The Junior CrowdStrike Analyst / Administrator will be responsible for the day-to-day administration, troubleshooting, and optimization of the company’s CrowdStrike Falcon environment. This position plays a key role in ensuring endpoint protection coverage, maintaining platform health, and assisting in the analysis of detections and vulnerabilities. The ideal candidate combines strong technical troubleshooting skills with a foundational understanding of endpoint security and automation.
Key Responsibilities:
Administer and maintain the company’s CrowdStrike Falcon platform across Windows, macOS, and Linux environments.
Troubleshoot sensor installation, registration, and communication issues with end-user systems.

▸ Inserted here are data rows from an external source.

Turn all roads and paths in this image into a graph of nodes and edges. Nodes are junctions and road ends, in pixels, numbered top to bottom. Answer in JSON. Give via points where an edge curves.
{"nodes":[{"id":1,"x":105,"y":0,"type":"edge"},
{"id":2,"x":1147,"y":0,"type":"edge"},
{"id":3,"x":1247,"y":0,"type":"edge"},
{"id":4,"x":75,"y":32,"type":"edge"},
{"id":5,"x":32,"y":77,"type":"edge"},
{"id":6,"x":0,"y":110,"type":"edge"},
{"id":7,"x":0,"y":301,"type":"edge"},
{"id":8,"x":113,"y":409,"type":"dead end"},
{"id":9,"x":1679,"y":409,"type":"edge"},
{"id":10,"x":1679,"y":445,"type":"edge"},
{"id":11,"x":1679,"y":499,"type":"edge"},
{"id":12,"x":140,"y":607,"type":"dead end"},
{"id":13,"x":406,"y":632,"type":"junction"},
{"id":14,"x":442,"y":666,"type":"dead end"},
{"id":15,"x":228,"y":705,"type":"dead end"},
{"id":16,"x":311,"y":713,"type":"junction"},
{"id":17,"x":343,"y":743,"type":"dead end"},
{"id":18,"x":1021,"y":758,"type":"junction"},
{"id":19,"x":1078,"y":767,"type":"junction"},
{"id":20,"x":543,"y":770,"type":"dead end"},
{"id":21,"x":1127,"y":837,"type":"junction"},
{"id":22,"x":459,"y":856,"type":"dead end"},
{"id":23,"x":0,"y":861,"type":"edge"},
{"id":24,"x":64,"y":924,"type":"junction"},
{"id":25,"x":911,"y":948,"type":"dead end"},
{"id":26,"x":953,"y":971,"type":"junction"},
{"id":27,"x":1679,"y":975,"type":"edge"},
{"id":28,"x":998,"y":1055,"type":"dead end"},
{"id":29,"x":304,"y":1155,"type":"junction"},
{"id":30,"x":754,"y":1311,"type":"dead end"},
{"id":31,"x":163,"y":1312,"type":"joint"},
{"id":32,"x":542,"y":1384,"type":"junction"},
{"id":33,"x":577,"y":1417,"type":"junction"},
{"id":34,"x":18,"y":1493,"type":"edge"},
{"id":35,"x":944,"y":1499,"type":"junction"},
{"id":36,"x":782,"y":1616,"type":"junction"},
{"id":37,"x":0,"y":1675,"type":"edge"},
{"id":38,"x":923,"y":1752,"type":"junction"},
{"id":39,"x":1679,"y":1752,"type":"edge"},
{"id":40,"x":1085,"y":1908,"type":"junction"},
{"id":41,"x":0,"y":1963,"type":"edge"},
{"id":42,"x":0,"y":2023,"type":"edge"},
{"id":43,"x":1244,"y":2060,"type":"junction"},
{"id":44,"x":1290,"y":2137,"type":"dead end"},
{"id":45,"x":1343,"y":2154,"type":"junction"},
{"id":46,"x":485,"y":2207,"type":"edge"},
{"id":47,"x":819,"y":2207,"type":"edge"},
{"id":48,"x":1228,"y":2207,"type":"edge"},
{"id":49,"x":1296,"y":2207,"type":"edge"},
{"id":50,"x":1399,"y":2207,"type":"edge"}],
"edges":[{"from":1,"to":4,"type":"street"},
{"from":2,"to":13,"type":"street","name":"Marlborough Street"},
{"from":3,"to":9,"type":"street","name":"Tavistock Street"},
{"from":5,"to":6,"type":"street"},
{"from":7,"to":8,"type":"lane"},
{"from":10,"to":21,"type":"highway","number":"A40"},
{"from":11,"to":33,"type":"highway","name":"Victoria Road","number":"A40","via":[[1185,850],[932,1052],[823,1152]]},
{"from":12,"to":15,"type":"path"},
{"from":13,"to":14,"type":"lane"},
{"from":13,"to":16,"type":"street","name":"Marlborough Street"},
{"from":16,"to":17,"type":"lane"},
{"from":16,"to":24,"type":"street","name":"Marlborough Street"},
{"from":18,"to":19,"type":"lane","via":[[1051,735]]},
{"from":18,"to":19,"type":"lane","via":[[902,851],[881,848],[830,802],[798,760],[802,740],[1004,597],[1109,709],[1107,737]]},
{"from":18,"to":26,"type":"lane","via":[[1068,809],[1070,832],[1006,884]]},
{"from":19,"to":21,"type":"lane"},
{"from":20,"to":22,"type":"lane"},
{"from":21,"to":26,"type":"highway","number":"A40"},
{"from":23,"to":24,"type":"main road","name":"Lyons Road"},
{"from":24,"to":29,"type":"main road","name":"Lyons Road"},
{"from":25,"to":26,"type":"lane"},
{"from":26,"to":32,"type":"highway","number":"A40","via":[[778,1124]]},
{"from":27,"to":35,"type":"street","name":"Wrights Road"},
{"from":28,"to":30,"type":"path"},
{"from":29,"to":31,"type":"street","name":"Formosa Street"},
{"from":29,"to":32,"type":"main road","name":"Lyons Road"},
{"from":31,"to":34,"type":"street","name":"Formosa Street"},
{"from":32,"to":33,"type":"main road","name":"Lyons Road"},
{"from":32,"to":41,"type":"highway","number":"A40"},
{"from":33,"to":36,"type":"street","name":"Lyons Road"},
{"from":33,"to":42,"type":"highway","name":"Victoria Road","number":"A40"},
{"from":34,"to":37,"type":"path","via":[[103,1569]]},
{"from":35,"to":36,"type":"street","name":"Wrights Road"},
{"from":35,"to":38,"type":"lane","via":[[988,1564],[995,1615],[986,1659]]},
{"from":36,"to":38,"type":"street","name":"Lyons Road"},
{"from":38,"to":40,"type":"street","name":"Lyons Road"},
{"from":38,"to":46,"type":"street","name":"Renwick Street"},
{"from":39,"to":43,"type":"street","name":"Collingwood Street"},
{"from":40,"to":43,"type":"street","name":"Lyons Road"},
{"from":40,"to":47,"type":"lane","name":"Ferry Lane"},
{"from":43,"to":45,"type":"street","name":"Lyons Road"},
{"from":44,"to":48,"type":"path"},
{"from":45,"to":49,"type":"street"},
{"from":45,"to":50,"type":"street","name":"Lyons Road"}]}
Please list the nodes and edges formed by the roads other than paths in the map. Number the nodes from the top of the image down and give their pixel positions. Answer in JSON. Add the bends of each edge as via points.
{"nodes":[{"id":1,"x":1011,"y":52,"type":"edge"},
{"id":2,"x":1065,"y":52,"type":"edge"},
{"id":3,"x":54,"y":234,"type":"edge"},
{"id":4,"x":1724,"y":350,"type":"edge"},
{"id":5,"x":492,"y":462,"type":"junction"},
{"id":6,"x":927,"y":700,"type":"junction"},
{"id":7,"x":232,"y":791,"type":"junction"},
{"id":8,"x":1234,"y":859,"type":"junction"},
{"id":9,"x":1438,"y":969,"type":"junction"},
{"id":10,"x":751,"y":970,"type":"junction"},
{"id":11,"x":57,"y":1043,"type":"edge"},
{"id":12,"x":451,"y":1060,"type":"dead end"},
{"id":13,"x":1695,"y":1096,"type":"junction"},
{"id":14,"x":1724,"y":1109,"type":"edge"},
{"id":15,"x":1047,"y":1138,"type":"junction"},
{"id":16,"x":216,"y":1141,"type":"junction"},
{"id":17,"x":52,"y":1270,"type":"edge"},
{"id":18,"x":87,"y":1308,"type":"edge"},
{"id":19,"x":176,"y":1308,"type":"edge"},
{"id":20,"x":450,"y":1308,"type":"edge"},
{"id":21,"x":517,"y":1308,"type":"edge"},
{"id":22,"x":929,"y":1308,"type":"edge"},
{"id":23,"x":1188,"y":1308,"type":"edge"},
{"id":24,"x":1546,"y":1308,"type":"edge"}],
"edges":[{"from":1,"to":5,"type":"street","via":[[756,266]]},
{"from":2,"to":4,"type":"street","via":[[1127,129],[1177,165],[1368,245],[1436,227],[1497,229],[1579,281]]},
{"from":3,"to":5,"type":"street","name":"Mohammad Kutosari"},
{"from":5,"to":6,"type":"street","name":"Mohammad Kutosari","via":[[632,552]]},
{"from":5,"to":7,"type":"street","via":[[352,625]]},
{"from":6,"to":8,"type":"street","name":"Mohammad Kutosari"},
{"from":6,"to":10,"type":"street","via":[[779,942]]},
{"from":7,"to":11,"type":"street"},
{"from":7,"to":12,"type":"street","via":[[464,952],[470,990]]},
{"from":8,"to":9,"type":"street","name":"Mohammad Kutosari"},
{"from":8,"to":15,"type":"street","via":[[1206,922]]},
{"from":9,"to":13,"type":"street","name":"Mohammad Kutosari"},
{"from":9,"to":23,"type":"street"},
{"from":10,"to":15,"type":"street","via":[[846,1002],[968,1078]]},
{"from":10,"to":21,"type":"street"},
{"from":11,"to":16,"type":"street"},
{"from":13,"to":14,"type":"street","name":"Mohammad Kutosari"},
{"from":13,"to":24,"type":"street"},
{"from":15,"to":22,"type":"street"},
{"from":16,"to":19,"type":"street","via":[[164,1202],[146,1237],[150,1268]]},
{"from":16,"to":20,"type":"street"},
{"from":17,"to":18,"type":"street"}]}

Manage, review, and optimize CrowdStrike policies to ensure effective protection while minimizing operational impact.
Monitor and maintain overall Falcon sensor health, ensuring full visibility across all managed assets.
Collaborate with IT, Security Operations, and product Infrastructure teams to resolve issues affecting endpoint protection.
Investigate and validate CrowdStrike alerts, detections, and potential false positives.
Document configurations, change history, troubleshooting steps, and standard operating procedures.
Develop and maintain automation scripts and tools (Python preferred) to streamline administrative tasks and reporting.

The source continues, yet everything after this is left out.